Every line in the records below that holds the word "this" is to be copied.

+++

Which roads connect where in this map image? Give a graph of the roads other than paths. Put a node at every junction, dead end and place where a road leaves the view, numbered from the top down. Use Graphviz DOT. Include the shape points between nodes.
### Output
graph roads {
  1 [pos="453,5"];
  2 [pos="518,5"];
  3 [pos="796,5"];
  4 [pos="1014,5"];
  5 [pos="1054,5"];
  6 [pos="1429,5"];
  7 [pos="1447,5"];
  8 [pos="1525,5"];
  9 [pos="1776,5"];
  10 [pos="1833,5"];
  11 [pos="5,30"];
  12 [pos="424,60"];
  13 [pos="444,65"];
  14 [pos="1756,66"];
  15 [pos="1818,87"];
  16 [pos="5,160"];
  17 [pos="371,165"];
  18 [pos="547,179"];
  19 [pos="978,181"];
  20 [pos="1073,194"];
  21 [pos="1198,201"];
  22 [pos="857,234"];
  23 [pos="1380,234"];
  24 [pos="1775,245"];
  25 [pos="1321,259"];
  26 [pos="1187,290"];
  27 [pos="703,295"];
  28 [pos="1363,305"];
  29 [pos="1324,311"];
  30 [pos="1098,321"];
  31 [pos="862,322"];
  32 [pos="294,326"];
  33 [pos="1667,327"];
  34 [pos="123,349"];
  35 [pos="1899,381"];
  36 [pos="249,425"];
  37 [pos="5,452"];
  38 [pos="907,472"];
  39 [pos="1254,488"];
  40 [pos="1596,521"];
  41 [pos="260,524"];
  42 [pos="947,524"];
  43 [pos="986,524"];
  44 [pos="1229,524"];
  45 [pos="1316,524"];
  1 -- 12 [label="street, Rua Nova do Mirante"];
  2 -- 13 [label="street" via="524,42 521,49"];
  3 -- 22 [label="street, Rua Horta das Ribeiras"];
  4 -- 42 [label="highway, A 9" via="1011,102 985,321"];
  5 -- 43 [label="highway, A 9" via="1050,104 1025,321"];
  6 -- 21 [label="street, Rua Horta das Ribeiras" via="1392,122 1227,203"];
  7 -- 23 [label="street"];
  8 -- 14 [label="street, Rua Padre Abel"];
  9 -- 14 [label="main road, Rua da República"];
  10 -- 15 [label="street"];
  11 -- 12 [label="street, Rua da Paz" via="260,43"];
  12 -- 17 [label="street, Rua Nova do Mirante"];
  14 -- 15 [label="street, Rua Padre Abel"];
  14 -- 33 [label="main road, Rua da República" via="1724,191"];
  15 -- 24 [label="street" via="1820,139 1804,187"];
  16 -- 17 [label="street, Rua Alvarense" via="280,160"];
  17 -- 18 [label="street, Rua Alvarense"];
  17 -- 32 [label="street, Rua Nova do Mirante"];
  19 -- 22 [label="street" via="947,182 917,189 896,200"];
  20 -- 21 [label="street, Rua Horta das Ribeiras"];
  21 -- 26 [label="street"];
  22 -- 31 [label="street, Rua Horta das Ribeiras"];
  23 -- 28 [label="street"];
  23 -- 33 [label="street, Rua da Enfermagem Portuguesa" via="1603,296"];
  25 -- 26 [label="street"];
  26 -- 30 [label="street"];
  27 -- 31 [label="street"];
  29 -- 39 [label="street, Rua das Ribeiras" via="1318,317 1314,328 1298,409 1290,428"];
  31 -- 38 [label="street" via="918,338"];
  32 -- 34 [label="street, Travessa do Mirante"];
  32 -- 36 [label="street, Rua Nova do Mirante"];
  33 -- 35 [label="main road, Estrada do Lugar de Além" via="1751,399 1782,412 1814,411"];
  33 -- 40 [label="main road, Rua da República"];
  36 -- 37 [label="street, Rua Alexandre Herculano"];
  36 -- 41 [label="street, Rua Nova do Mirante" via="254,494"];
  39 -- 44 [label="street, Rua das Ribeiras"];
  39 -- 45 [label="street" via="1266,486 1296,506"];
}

+++

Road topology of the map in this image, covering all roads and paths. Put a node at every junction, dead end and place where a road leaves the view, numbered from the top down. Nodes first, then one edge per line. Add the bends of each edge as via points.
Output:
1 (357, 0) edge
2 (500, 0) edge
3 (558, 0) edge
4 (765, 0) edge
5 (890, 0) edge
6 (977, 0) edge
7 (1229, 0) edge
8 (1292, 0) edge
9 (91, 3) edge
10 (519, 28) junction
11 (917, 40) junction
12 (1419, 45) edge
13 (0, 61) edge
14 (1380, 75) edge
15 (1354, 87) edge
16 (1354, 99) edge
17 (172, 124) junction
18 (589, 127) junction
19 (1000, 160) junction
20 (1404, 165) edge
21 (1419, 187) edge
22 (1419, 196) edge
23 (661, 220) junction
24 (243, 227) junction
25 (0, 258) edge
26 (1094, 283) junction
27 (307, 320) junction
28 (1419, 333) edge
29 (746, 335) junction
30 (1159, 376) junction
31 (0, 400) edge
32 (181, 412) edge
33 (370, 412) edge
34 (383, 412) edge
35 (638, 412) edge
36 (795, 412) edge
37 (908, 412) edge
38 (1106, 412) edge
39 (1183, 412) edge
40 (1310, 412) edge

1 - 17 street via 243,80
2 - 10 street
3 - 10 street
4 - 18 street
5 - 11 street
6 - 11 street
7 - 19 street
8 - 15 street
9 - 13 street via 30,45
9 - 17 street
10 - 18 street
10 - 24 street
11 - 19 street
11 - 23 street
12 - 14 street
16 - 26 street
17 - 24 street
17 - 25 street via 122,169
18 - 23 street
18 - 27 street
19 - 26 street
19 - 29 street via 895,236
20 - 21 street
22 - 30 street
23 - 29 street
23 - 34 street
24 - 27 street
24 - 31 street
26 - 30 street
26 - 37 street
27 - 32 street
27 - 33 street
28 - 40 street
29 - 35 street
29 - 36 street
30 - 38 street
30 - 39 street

+++

▸ Result of the task
Which roads connect where in this map image? Give a graph of the roads other than paths. Put a node at every junction, dead end and place where a road leaves the view, numbered from the top down. Use Graphviz DOT. Include the shape points between nodes.
Road topology of the map in this image, covering all roads and paths. Put a node at every junction, dead end and place where a road leaves the view, numbered from the top down. Nodes first, then one edge per line. Add the bends of each edge as via points.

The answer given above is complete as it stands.